#### Work item:
Reproduce all of the records word for word, omitting the pictures.
--------
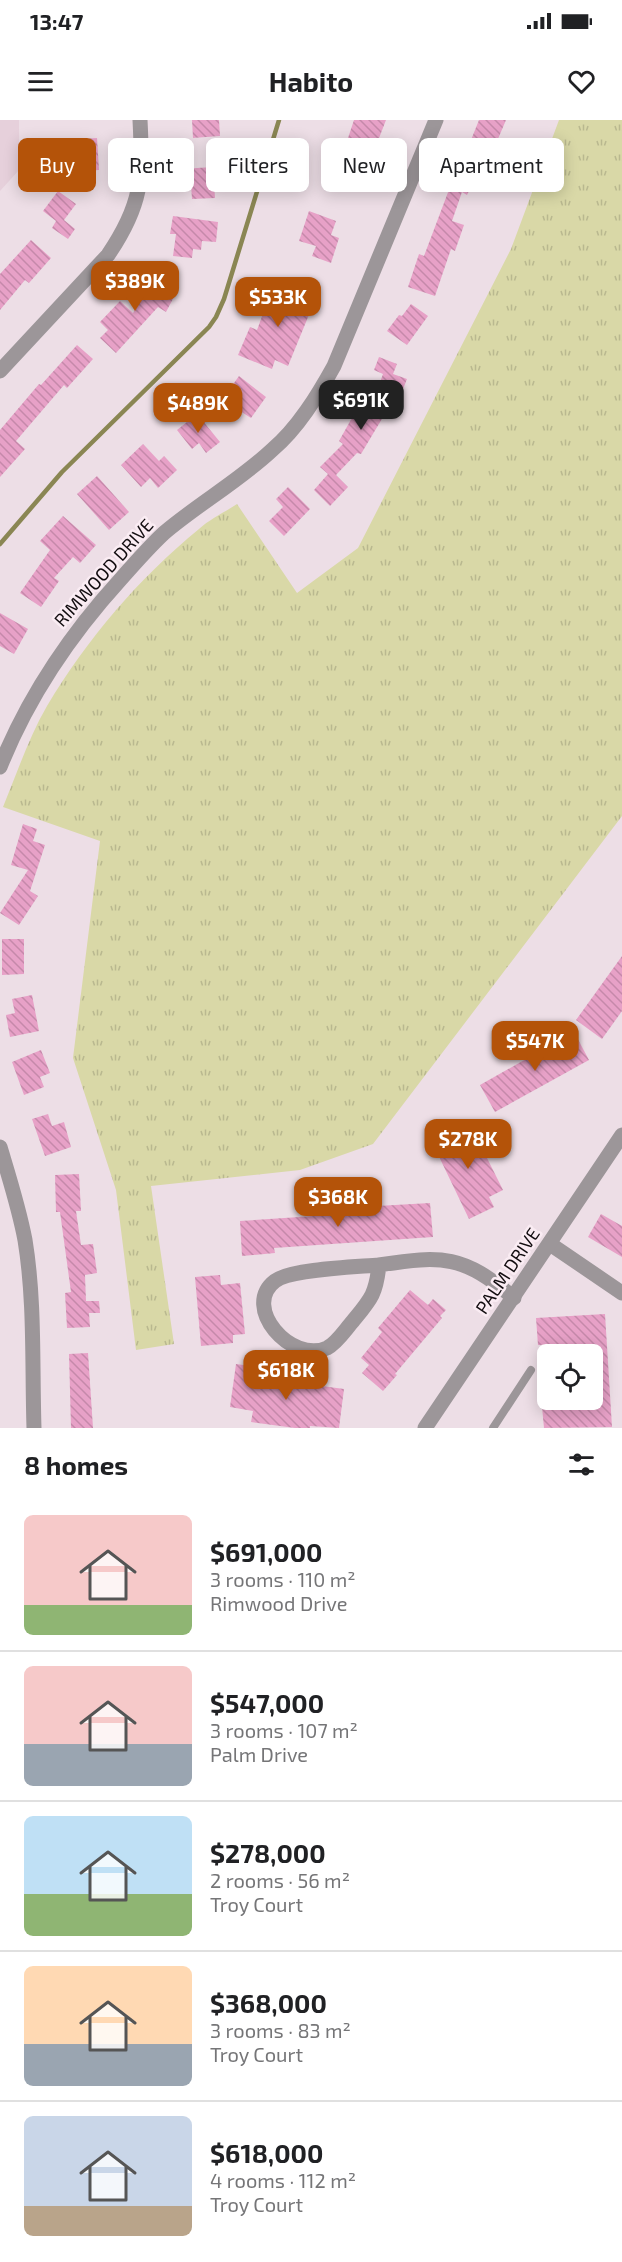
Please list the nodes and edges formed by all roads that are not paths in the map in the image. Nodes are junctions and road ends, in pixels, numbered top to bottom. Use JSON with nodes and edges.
{"nodes":[{"id":1,"x":140,"y":120,"type":"edge"},
{"id":2,"x":436,"y":120,"type":"edge"},
{"id":3,"x":0,"y":371,"type":"edge"},
{"id":4,"x":0,"y":767,"type":"edge"},
{"id":5,"x":622,"y":1135,"type":"edge"},
{"id":6,"x":0,"y":1147,"type":"edge"},
{"id":7,"x":550,"y":1244,"type":"junction"},
{"id":8,"x":379,"y":1264,"type":"junction"},
{"id":9,"x":622,"y":1293,"type":"edge"},
{"id":10,"x":514,"y":1298,"type":"junction"},
{"id":11,"x":531,"y":1370,"type":"dead end"},
{"id":12,"x":34,"y":1428,"type":"edge"},
{"id":13,"x":425,"y":1428,"type":"edge"},
{"id":14,"x":493,"y":1428,"type":"edge"}],
"edges":[{"from":1,"to":3,"type":"street"},
{"from":2,"to":4,"type":"street","name":"RIMWOOD DRIVE"},
{"from":5,"to":7,"type":"street","name":"PALM DRIVE"},
{"from":6,"to":12,"type":"street"},
{"from":7,"to":9,"type":"street"},
{"from":7,"to":10,"type":"street","name":"PALM DRIVE"},
{"from":8,"to":8,"type":"street"},
{"from":8,"to":10,"type":"street"},
{"from":10,"to":13,"type":"street","name":"PALM DRIVE"},
{"from":11,"to":14,"type":"lane"}]}
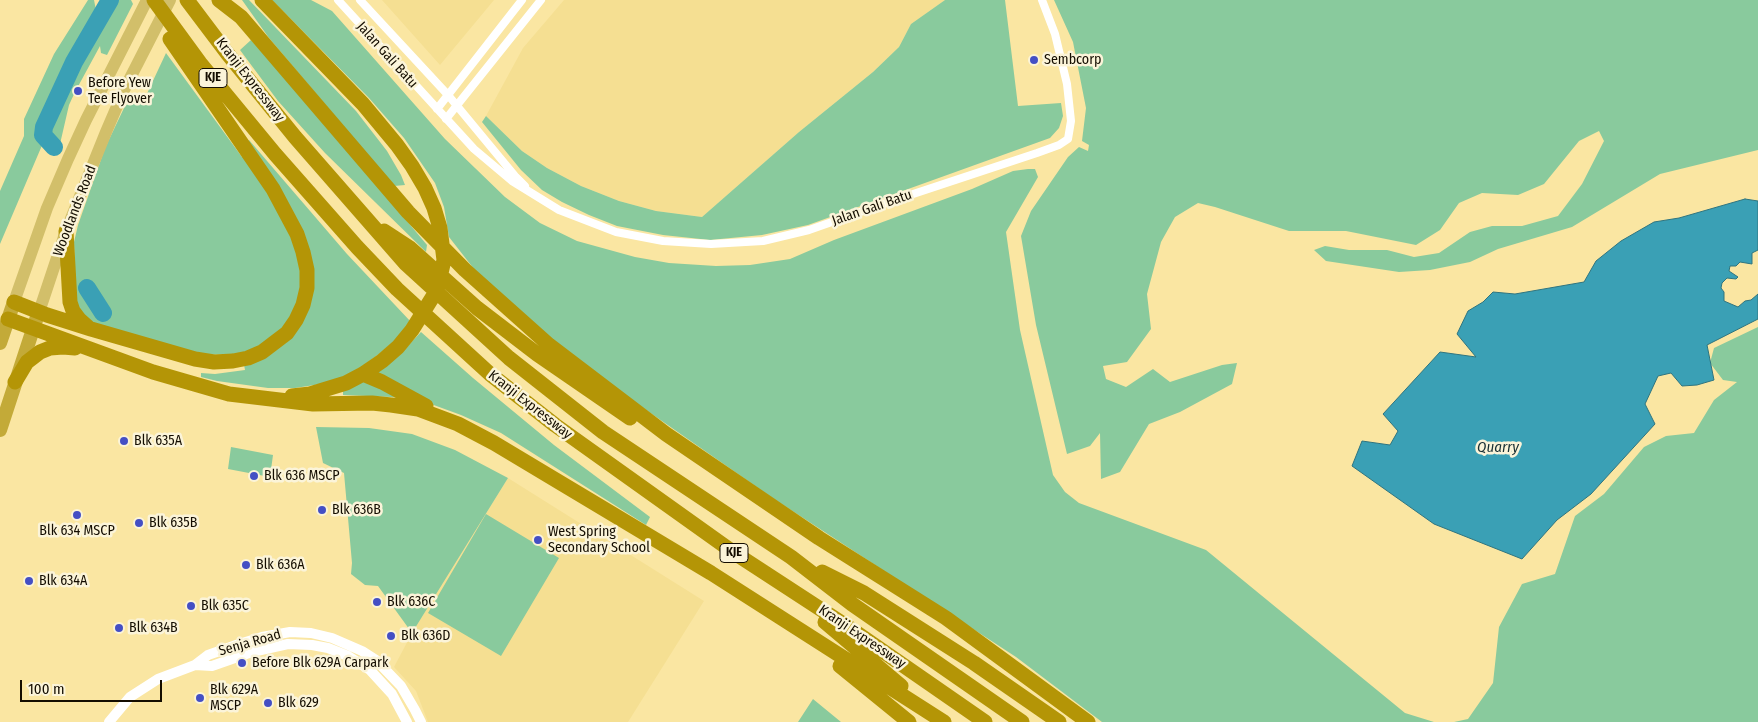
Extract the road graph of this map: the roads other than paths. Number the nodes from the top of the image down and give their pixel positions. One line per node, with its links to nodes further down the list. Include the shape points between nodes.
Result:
1 (146, 0): 21 (main road, Woodlands Road, via 68,159); 25 (highway, via 253,158 289,218 307,270 305,296 296,320 286,334 262,352 233,361 195,359)
2 (154, 0): 35 (highway, Kranji Expressway / KJE, via 200,63 275,154 397,289 490,374 555,425)
3 (170, 0): 20 (main road, Woodlands Road, via 124,90)
4 (187, 0): 19 (highway, Kranji Expressway / KJE, via 295,137)
5 (219, 0): 13 (highway)
6 (235, 0): 13 (highway)
7 (262, 0): 29 (highway, via 363,104 397,144 434,208 444,260 437,290 398,347)
8 (338, 0): 16 (street, Jalan Gali Batu)
9 (360, 0): 14 (street, Jalan Gali Batu)
10 (522, 0): 14 (street)
11 (541, 0): 15 (street)
12 (1042, 0): 18 (street, Jalan Gali Batu, via 1068,84 1071,120 1068,139 1052,148 809,230 763,241 710,244 663,241 616,232 559,210)
13 (241, 17): 27 (highway, via 408,212)
14 (448, 96): 15 (street, Jalan Gali Batu); 16 (street)
15 (457, 106): 17 (street); 18 (street, Jalan Gali Batu, via 515,176)
16 (437, 109): 17 (street, Jalan Gali Batu)
17 (446, 119): 18 (street, Jalan Gali Batu, via 474,149 512,181)
18 (536, 196)
19 (371, 222): 27 (highway, via 410,248 477,308); 34 (highway, Kranji Expressway / KJE, via 406,264 509,358 603,432)
20 (66, 231): 22 (main road, Woodlands Road); 25 (highway, via 70,302 79,319)
21 (14, 302): 22 (highway); 23 (highway, Woodlands Road)
22 (39, 312): 24 (highway, Woodlands Road); 25 (highway)
23 (8, 319): 24 (highway); 26 (highway, Woodlands Road)
24 (34, 328): 28 (highway); 30 (highway, Woodlands Road)
25 (91, 329)
26 (0, 343)
27 (543, 350): 46 (highway, via 819,538 946,618)
28 (101, 354): 30 (highway, via 68,347 50,348 27,362); 31 (highway, via 192,385)
29 (363, 374): 31 (highway, via 310,394); 32 (highway)
30 (15, 382): 33 (highway, Woodlands Road)
31 (266, 399): 32 (highway, via 313,404 391,404 418,409)
32 (458, 424): 36 (highway, via 711,573)
33 (0, 430)
34 (791, 557): 38 (highway, via 864,593); 45 (highway, KJE, via 859,610)
35 (778, 582): 43 (highway); 44 (highway, Kranji Expressway / KJE)
36 (784, 621): 42 (highway); 43 (highway)
37 (195, 665): 39 (street, Senja Road, via 142,688); 40 (street, Senja Road, via 212,666 288,644 328,648 370,670 400,705); 41 (street, Senja Road, via 208,655 276,633 301,632 332,638 376,660 401,686)
38 (1057, 720)
39 (109, 722)
40 (407, 722)
41 (420, 722)
42 (909, 722)
43 (944, 722)
44 (985, 722)
45 (1022, 722)
46 (1088, 722)

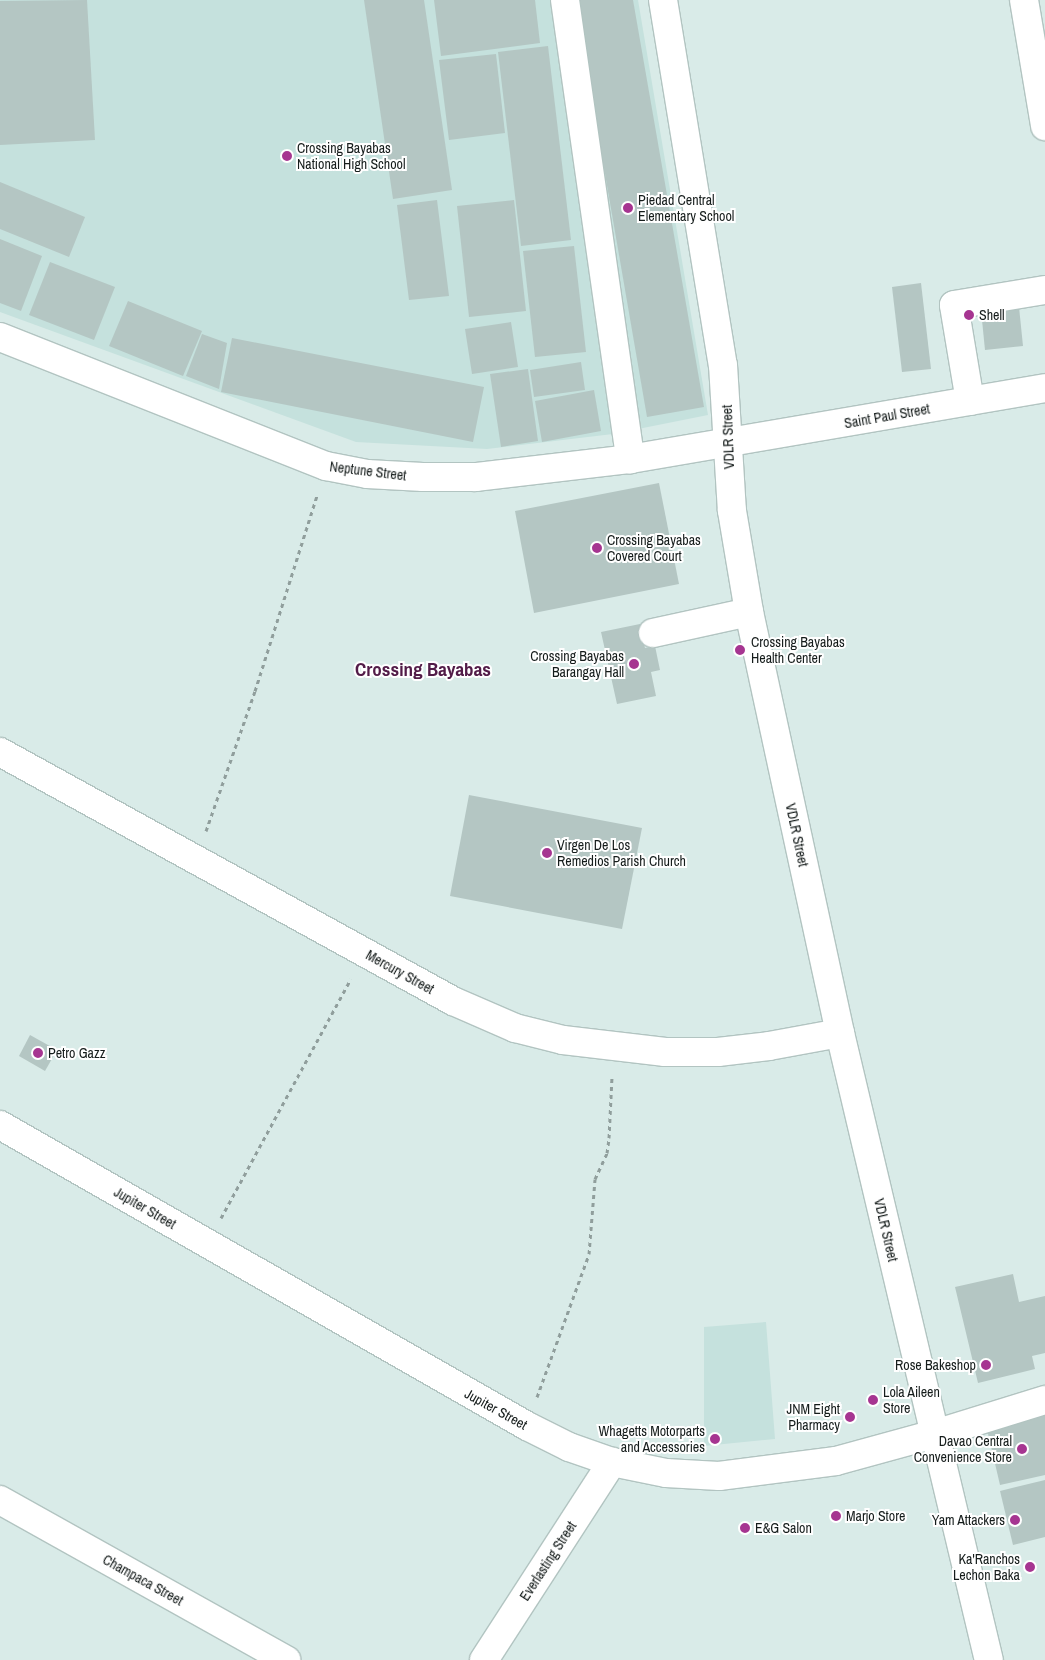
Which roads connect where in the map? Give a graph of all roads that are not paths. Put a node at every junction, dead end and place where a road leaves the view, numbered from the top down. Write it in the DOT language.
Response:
graph roads {
  1 [pos="565,0"];
  2 [pos="663,0"];
  3 [pos="1024,0"];
  4 [pos="1045,126"];
  5 [pos="1045,290"];
  6 [pos="0,337"];
  7 [pos="1045,388"];
  8 [pos="970,401"];
  9 [pos="729,443"];
  10 [pos="630,459"];
  11 [pos="749,612"];
  12 [pos="653,633"];
  13 [pos="0,752"];
  14 [pos="840,1033"];
  15 [pos="0,1125"];
  16 [pos="1045,1400"];
  17 [pos="935,1434"];
  18 [pos="612,1462"];
  19 [pos="0,1500"];
  20 [pos="286,1660"];
  21 [pos="484,1660"];
  22 [pos="988,1660"];
  1 -- 10 [label="street"];
  2 -- 9 [label="street, VDLR Street"];
  3 -- 4 [label="street"];
  5 -- 8 [label="street"];
  6 -- 10 [label="street, Neptune Street"];
  7 -- 8 [label="street, Saint Paul Street"];
  8 -- 9 [label="street, Saint Paul Street"];
  9 -- 10 [label="street, Neptune Street"];
  9 -- 11 [label="street, VDLR Street"];
  11 -- 12 [label="street"];
  11 -- 14 [label="street, VDLR Street"];
  13 -- 14 [label="street, Mercury Street"];
  14 -- 17 [label="street, VDLR Street"];
  15 -- 18 [label="street, Jupiter Street"];
  16 -- 17 [label="street, Jupiter Street"];
  17 -- 18 [label="street, Jupiter Street"];
  17 -- 22 [label="street, VDLR Street"];
  18 -- 21 [label="street, Everlasting Street"];
  19 -- 20 [label="street, Champaca Street"];
}
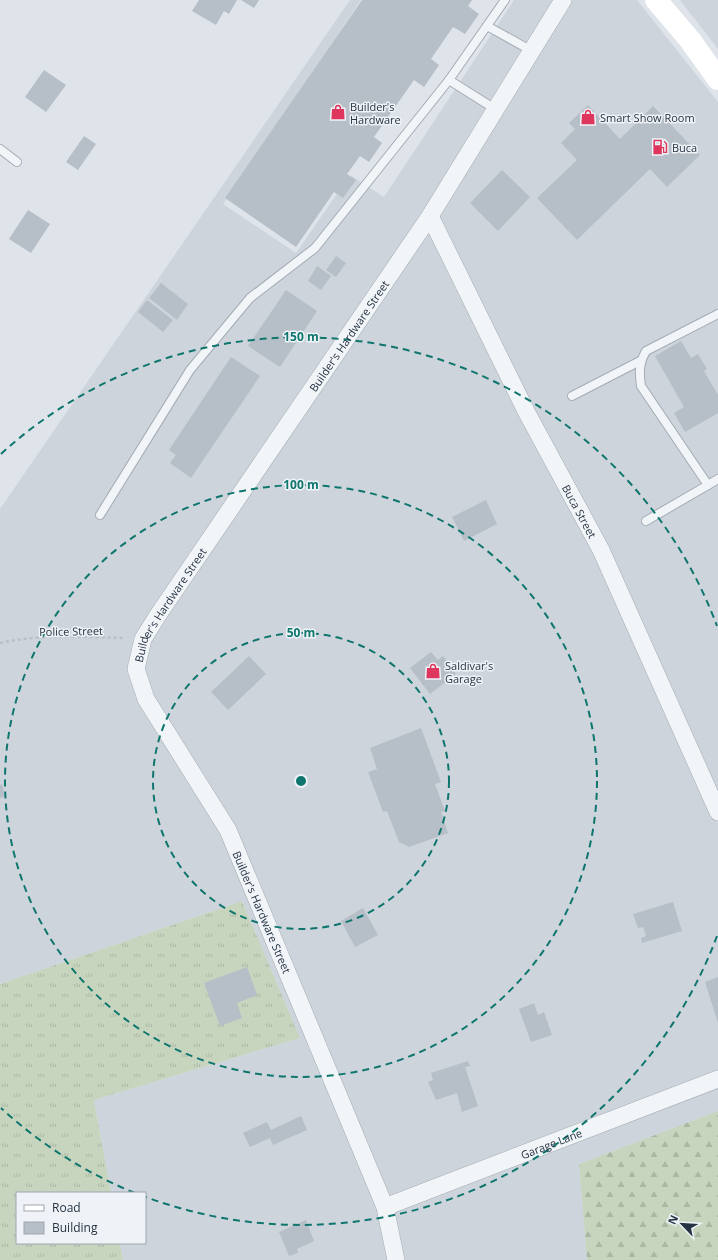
--------
#### Output below:
Please list the nodes and edges formed by all roads that are not paths in the map in the image. Nodes are junctions and road ends, in pixels, numbered top to bottom. Use JSON with nodes and edges.
{"nodes":[{"id":1,"x":140,"y":120,"type":"edge"},
{"id":2,"x":436,"y":120,"type":"edge"},
{"id":3,"x":0,"y":371,"type":"edge"},
{"id":4,"x":0,"y":767,"type":"edge"},
{"id":5,"x":622,"y":1135,"type":"edge"},
{"id":6,"x":0,"y":1147,"type":"edge"},
{"id":7,"x":550,"y":1244,"type":"junction"},
{"id":8,"x":379,"y":1264,"type":"junction"},
{"id":9,"x":622,"y":1293,"type":"edge"},
{"id":10,"x":514,"y":1298,"type":"junction"},
{"id":11,"x":531,"y":1370,"type":"dead end"},
{"id":12,"x":34,"y":1428,"type":"edge"},
{"id":13,"x":425,"y":1428,"type":"edge"},
{"id":14,"x":493,"y":1428,"type":"edge"}],
"edges":[{"from":1,"to":3,"type":"street"},
{"from":2,"to":4,"type":"street","name":"RIMWOOD DRIVE"},
{"from":5,"to":7,"type":"street","name":"PALM DRIVE"},
{"from":6,"to":12,"type":"street"},
{"from":7,"to":9,"type":"street"},
{"from":7,"to":10,"type":"street","name":"PALM DRIVE"},
{"from":8,"to":8,"type":"street"},
{"from":8,"to":10,"type":"street"},
{"from":10,"to":13,"type":"street","name":"PALM DRIVE"},
{"from":11,"to":14,"type":"lane"}]}
Extract the road graph of this map: the roads other than paths. Number the nodes from the top of the image down and give their pixel positions. One line per node, with its links to nodes further down the list. Include the shape points between nodes.
Result:
1 (146, 0): 21 (main road, Woodlands Road, via 68,159); 25 (highway, via 253,158 289,218 307,270 305,296 296,320 286,334 262,352 233,361 195,359)
2 (154, 0): 35 (highway, Kranji Expressway / KJE, via 200,63 275,154 397,289 490,374 555,425)
3 (170, 0): 20 (main road, Woodlands Road, via 124,90)
4 (187, 0): 19 (highway, Kranji Expressway / KJE, via 295,137)
5 (219, 0): 13 (highway)
6 (235, 0): 13 (highway)
7 (262, 0): 29 (highway, via 363,104 397,144 434,208 444,260 437,290 398,347)
8 (338, 0): 16 (street, Jalan Gali Batu)
9 (360, 0): 14 (street, Jalan Gali Batu)
10 (522, 0): 14 (street)
11 (541, 0): 15 (street)
12 (1042, 0): 18 (street, Jalan Gali Batu, via 1068,84 1071,120 1068,139 1052,148 809,230 763,241 710,244 663,241 616,232 559,210)
13 (241, 17): 27 (highway, via 408,212)
14 (448, 96): 15 (street, Jalan Gali Batu); 16 (street)
15 (457, 106): 17 (street); 18 (street, Jalan Gali Batu, via 515,176)
16 (437, 109): 17 (street, Jalan Gali Batu)
17 (446, 119): 18 (street, Jalan Gali Batu, via 474,149 512,181)
18 (536, 196)
19 (371, 222): 27 (highway, via 410,248 477,308); 34 (highway, Kranji Expressway / KJE, via 406,264 509,358 603,432)
20 (66, 231): 22 (main road, Woodlands Road); 25 (highway, via 70,302 79,319)
21 (14, 302): 22 (highway); 23 (highway, Woodlands Road)
22 (39, 312): 24 (highway, Woodlands Road); 25 (highway)
23 (8, 319): 24 (highway); 26 (highway, Woodlands Road)
24 (34, 328): 28 (highway); 30 (highway, Woodlands Road)
25 (91, 329)
26 (0, 343)
27 (543, 350): 46 (highway, via 819,538 946,618)
28 (101, 354): 30 (highway, via 68,347 50,348 27,362); 31 (highway, via 192,385)
29 (363, 374): 31 (highway, via 310,394); 32 (highway)
30 (15, 382): 33 (highway, Woodlands Road)
31 (266, 399): 32 (highway, via 313,404 391,404 418,409)
32 (458, 424): 36 (highway, via 711,573)
33 (0, 430)
34 (791, 557): 38 (highway, via 864,593); 45 (highway, KJE, via 859,610)
35 (778, 582): 43 (highway); 44 (highway, Kranji Expressway / KJE)
36 (784, 621): 42 (highway); 43 (highway)
37 (195, 665): 39 (street, Senja Road, via 142,688); 40 (street, Senja Road, via 212,666 288,644 328,648 370,670 400,705); 41 (street, Senja Road, via 208,655 276,633 301,632 332,638 376,660 401,686)
38 (1057, 720)
39 (109, 722)
40 (407, 722)
41 (420, 722)
42 (909, 722)
43 (944, 722)
44 (985, 722)
45 (1022, 722)
46 (1088, 722)

Which roads connect where in the map? Give a graph of all roads that are not paths. Put a node at every junction, dead end and place where a road leaves the view, numbered from the top down. Write it in the DOT language.
Response:
graph roads {
  1 [pos="565,0"];
  2 [pos="663,0"];
  3 [pos="1024,0"];
  4 [pos="1045,126"];
  5 [pos="1045,290"];
  6 [pos="0,337"];
  7 [pos="1045,388"];
  8 [pos="970,401"];
  9 [pos="729,443"];
  10 [pos="630,459"];
  11 [pos="749,612"];
  12 [pos="653,633"];
  13 [pos="0,752"];
  14 [pos="840,1033"];
  15 [pos="0,1125"];
  16 [pos="1045,1400"];
  17 [pos="935,1434"];
  18 [pos="612,1462"];
  19 [pos="0,1500"];
  20 [pos="286,1660"];
  21 [pos="484,1660"];
  22 [pos="988,1660"];
  1 -- 10 [label="street"];
  2 -- 9 [label="street, VDLR Street"];
  3 -- 4 [label="street"];
  5 -- 8 [label="street"];
  6 -- 10 [label="street, Neptune Street"];
  7 -- 8 [label="street, Saint Paul Street"];
  8 -- 9 [label="street, Saint Paul Street"];
  9 -- 10 [label="street, Neptune Street"];
  9 -- 11 [label="street, VDLR Street"];
  11 -- 12 [label="street"];
  11 -- 14 [label="street, VDLR Street"];
  13 -- 14 [label="street, Mercury Street"];
  14 -- 17 [label="street, VDLR Street"];
  15 -- 18 [label="street, Jupiter Street"];
  16 -- 17 [label="street, Jupiter Street"];
  17 -- 18 [label="street, Jupiter Street"];
  17 -- 22 [label="street, VDLR Street"];
  18 -- 21 [label="street, Everlasting Street"];
  19 -- 20 [label="street, Champaca Street"];
}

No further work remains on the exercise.